“Give me a man or woman who has read a thousand books and you give me an interesting companion. Give me a man or woman who has read perhaps three and you give me a very dangerous enemy indeed,” Anne Rice, American author, 19412021 What are the odds that we are not the only sentient beings in the Universe? The idea of extraterrestrial life has fascinated humans for centuries. That possibility exploded into worldwide fascination in the 20th century.
In 1958 during the Cold War, the U.S. established NASA to study aeronautics and space exploration focused on our galaxy, the Milky Way. The NASA Apollo 11 mission achieved the first human moon landing on July 20, 1969. This event sparked international interest in expanding exploration of the Milky Way - a massive, barred, spiral galaxy containing hundreds of billions of stars.
“There are unidentified flying objects,” commented American cultural anthropologist Margaret Mead in 1974. “We can only imagine what purpose lies behind the activities of these quiet, harmlessly cruising objects that time and again approach the Earth…” The 1982 film “ET” intensified the general public’s curiosity about extraterrestrial life. That internationally acclaimed movie won four Academy Awards: Best Original Score, Best Sound Effects, Best Sound Effects Editing, and Best Visual Effects.
Since 1998, the Astrobiology Institute of NASA has explored a diversity of philosophies relating to alien life in the Milky Way with the goal of providing a scientific framework for future space flight missions.
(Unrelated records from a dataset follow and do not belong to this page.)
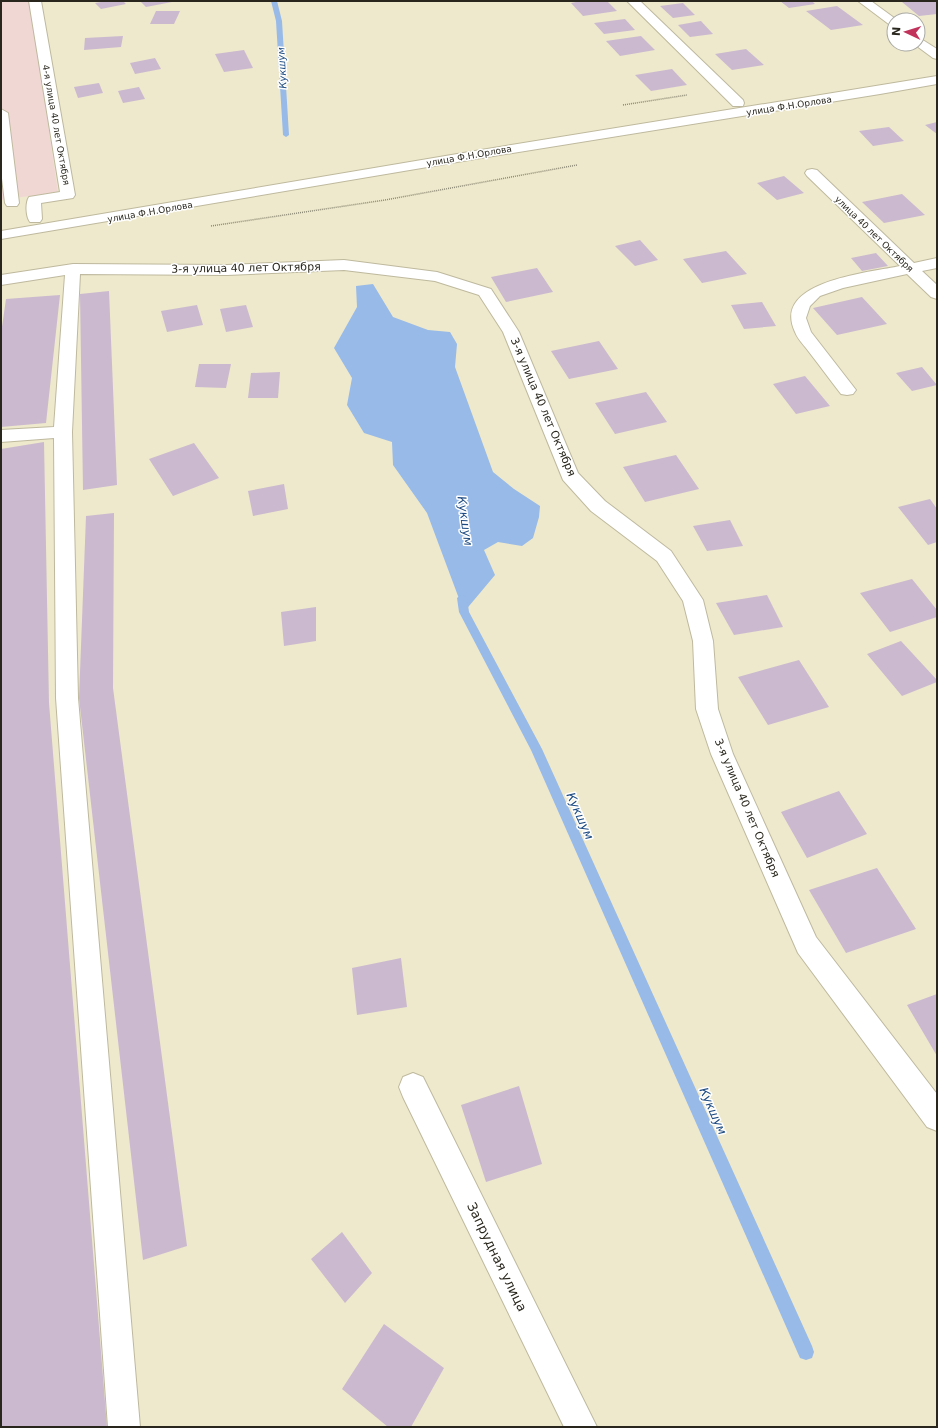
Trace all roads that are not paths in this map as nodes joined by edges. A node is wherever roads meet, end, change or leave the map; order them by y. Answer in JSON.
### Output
{"nodes":[{"id":1,"x":35,"y":1,"type":"edge"},
{"id":2,"x":633,"y":1,"type":"edge"},
{"id":3,"x":864,"y":1,"type":"edge"},
{"id":4,"x":886,"y":17,"type":"edge"},
{"id":5,"x":926,"y":47,"type":"edge"},
{"id":6,"x":937,"y":55,"type":"edge"},
{"id":7,"x":937,"y":70,"type":"edge"},
{"id":8,"x":937,"y":80,"type":"edge"},
{"id":9,"x":738,"y":103,"type":"junction"},
{"id":10,"x":1,"y":113,"type":"edge"},
{"id":11,"x":812,"y":173,"type":"dead end"},
{"id":12,"x":34,"y":200,"type":"junction"},
{"id":13,"x":7,"y":203,"type":"edge"},
{"id":14,"x":35,"y":219,"type":"junction"},
{"id":15,"x":1,"y":224,"type":"edge"},
{"id":16,"x":1,"y":235,"type":"edge"},
{"id":17,"x":937,"y":263,"type":"edge"},
{"id":18,"x":910,"y":268,"type":"junction"},
{"id":19,"x":74,"y":269,"type":"junction"},
{"id":20,"x":1,"y":280,"type":"edge"},
{"id":21,"x":937,"y":294,"type":"edge"},
{"id":22,"x":847,"y":390,"type":"dead end"},
{"id":23,"x":63,"y":432,"type":"junction"},
{"id":24,"x":1,"y":436,"type":"edge"},
{"id":25,"x":413,"y":1087,"type":"dead end"},
{"id":26,"x":937,"y":1117,"type":"edge"},
{"id":27,"x":124,"y":1427,"type":"edge"},
{"id":28,"x":581,"y":1427,"type":"edge"}],
"edges":[{"from":1,"to":12,"type":"main road","name":"4-я улица 40 лет Октября"},
{"from":2,"to":9,"type":"main road"},
{"from":3,"to":4,"type":"main road"},
{"from":5,"to":6,"type":"main road"},
{"from":7,"to":9,"type":"main road","name":"улица Ф.Н.Орлова"},
{"from":8,"to":16,"type":"main road","name":"улица Ф.Н.Орлова"},
{"from":9,"to":14,"type":"main road","name":"улица Ф.Н.Орлова"},
{"from":10,"to":13,"type":"main road"},
{"from":11,"to":18,"type":"main road","name":"улица 40 лет Октября"},
{"from":12,"to":13,"type":"main road"},
{"from":12,"to":14,"type":"main road"},
{"from":14,"to":15,"type":"main road","name":"улица Ф.Н.Орлова"},
{"from":17,"to":18,"type":"main road"},
{"from":18,"to":21,"type":"main road","name":"улица 40 лет Октября"},
{"from":18,"to":22,"type":"main road"},
{"from":19,"to":20,"type":"main road","name":"3-я улица 40 лет Октября"},
{"from":19,"to":23,"type":"main road"},
{"from":19,"to":26,"type":"main road","name":"3-я улица 40 лет Октября"},
{"from":23,"to":24,"type":"main road"},
{"from":23,"to":27,"type":"main road"},
{"from":25,"to":28,"type":"main road","name":"Запрудная улица"}]}
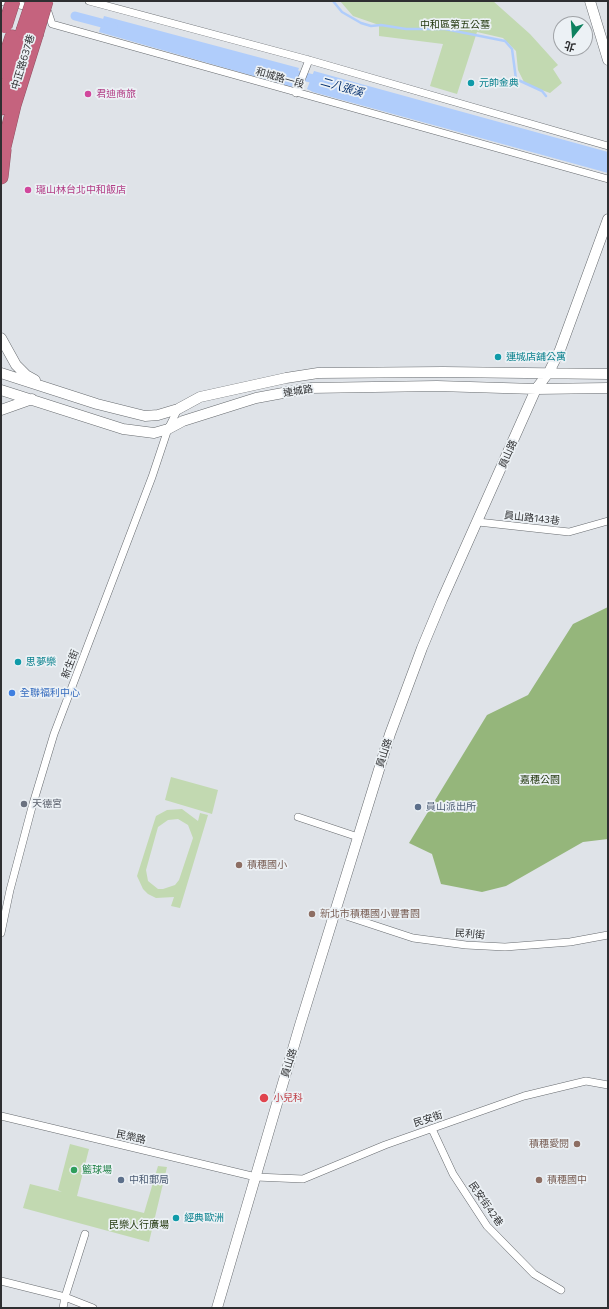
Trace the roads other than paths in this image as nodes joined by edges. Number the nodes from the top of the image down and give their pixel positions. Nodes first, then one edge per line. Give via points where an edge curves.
1 (13, 1) edge
2 (24, 1) edge
3 (33, 1) edge
4 (51, 1) edge
5 (89, 1) edge
6 (590, 1) edge
7 (3, 2) edge
8 (47, 7) edge
9 (1, 10) edge
10 (1, 40) edge
11 (309, 60) junction
12 (608, 60) edge
13 (1, 71) edge
14 (296, 93) junction
15 (1, 108) edge
16 (5, 144) junction
17 (608, 146) edge
18 (3, 161) edge
19 (1, 178) edge
20 (608, 179) edge
21 (608, 219) edge
22 (1, 338) edge
23 (549, 372) junction
24 (1, 373) edge
25 (608, 374) edge
26 (47, 387) junction
27 (608, 388) edge
28 (536, 389) junction
29 (1, 390) edge
30 (32, 399) junction
31 (178, 409) junction
32 (1, 410) edge
33 (168, 429) junction
34 (608, 521) edge
35 (478, 522) junction
36 (298, 817) dead end
37 (358, 837) junction
38 (334, 912) junction
39 (1, 933) edge
40 (608, 935) edge
41 (608, 1084) edge
42 (1, 1116) edge
43 (432, 1129) junction
44 (256, 1177) junction
45 (85, 1234) dead end
46 (1, 1281) edge
47 (561, 1290) dead end
48 (64, 1297) junction
49 (63, 1308) edge
50 (93, 1308) edge
51 (217, 1308) edge

1 - 10 highway, bridge
2 - 13 highway
3 - 15 highway, bridge
4 - 8 street, 中正路637巷
5 - 11 street
6 - 12 main road
7 - 8 street
7 - 9 street
8 - 14 street, 和城路一段 via 52,24
8 - 16 highway, bridge via 14,105
8 - 18 street, 中正路637巷
11 - 14 street
11 - 17 street
14 - 20 street, 和城路一段
16 - 18 highway
16 - 19 highway
18 - 19 street, 中正路637巷
21 - 23 main road, 員山路 via 570,325
22 - 26 main road via 16,365 26,376
23 - 25 main road, 連城路
23 - 28 main road, 員山路
23 - 31 main road, 連城路 via 318,373 200,397
24 - 26 main road, 連城路
26 - 31 main road, 連城路 via 97,404 145,416
27 - 28 main road, 連城路
28 - 33 main road, 連城路 via 436,386 310,388 256,398 183,421
28 - 35 main road, 員山路
29 - 30 main road, 連城路
30 - 32 main road
30 - 33 main road, 連城路 via 123,429 154,433
31 - 33 street, 新生街
33 - 39 street, 新生街 via 54,734 32,807
34 - 35 street, 員山路143巷 via 569,532
35 - 37 main road, 員山路 via 430,628 390,734
36 - 37 street
37 - 38 main road, 員山路
38 - 40 street, 民利街 via 413,938 466,945 505,947 555,944
38 - 44 main road, 員山路
41 - 43 street, 民安街 via 586,1081 524,1096
42 - 44 street, 民樂路
43 - 44 street, 民安街 via 303,1178
43 - 47 street, 民安街42巷 via 453,1174 486,1226 534,1274
44 - 51 main road, 員山路
45 - 48 street
46 - 48 street
48 - 49 street
48 - 50 street

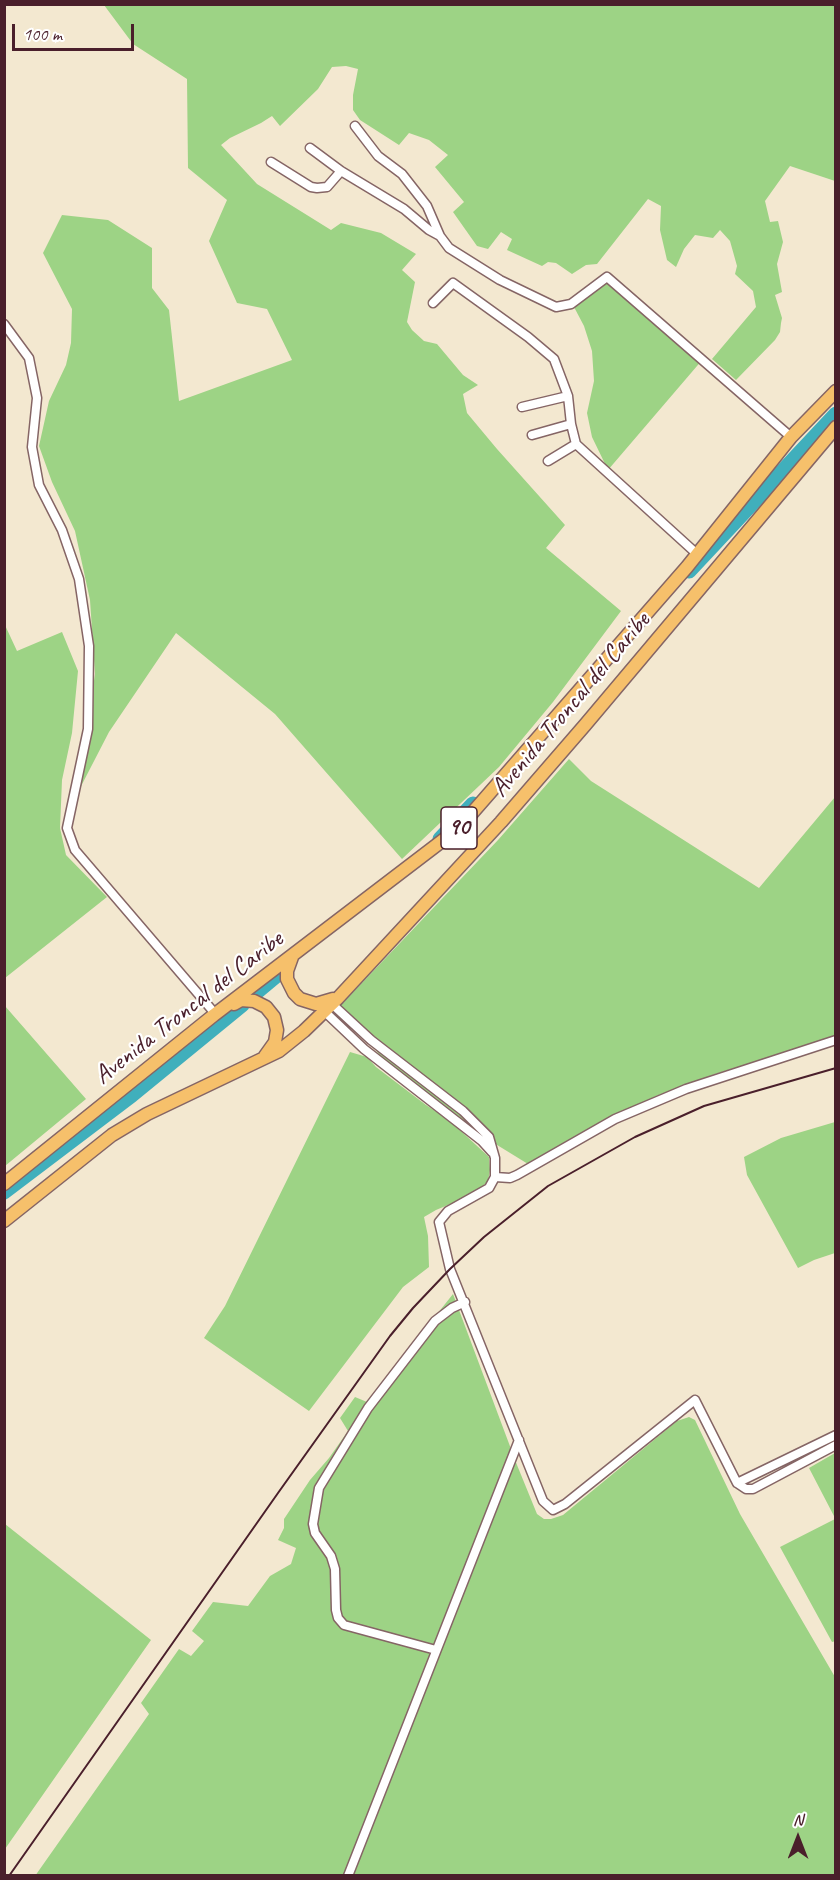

In 2016, the Astrobiology Institute concluded that tens of billions of technospecies exist in this universe, according to author Anthony Aveni. A 2017 survey reported that 47 percent of the seventeen hundred Americans respondents said that they believe UFOs are real; 39 percent thought that aliens have visited Earth in the past.
“The number of UFOs sightings across the world has doubled to seven thousand since 2010 - and you can’t blame it all on COVID leisure-time skywatching,” explained Aveni. “When the longawaited US Intelligence Final Report - unidentified aerial phenomena (formerly called UFOs) - appeared in September 2021, it concluded that alien threats to national security cannot be ruled out.”
Aveni, a distinguished astronomer and anthropologist, is widely considered one of the pioneering founders of archaeoastronomy and cultural astronomy.
This book offers a synopsis of the wide-ranging topics that NASA has researched during the past two and a half decades. The author explores an array of opinions about the possibility of intelligent life within the Universe.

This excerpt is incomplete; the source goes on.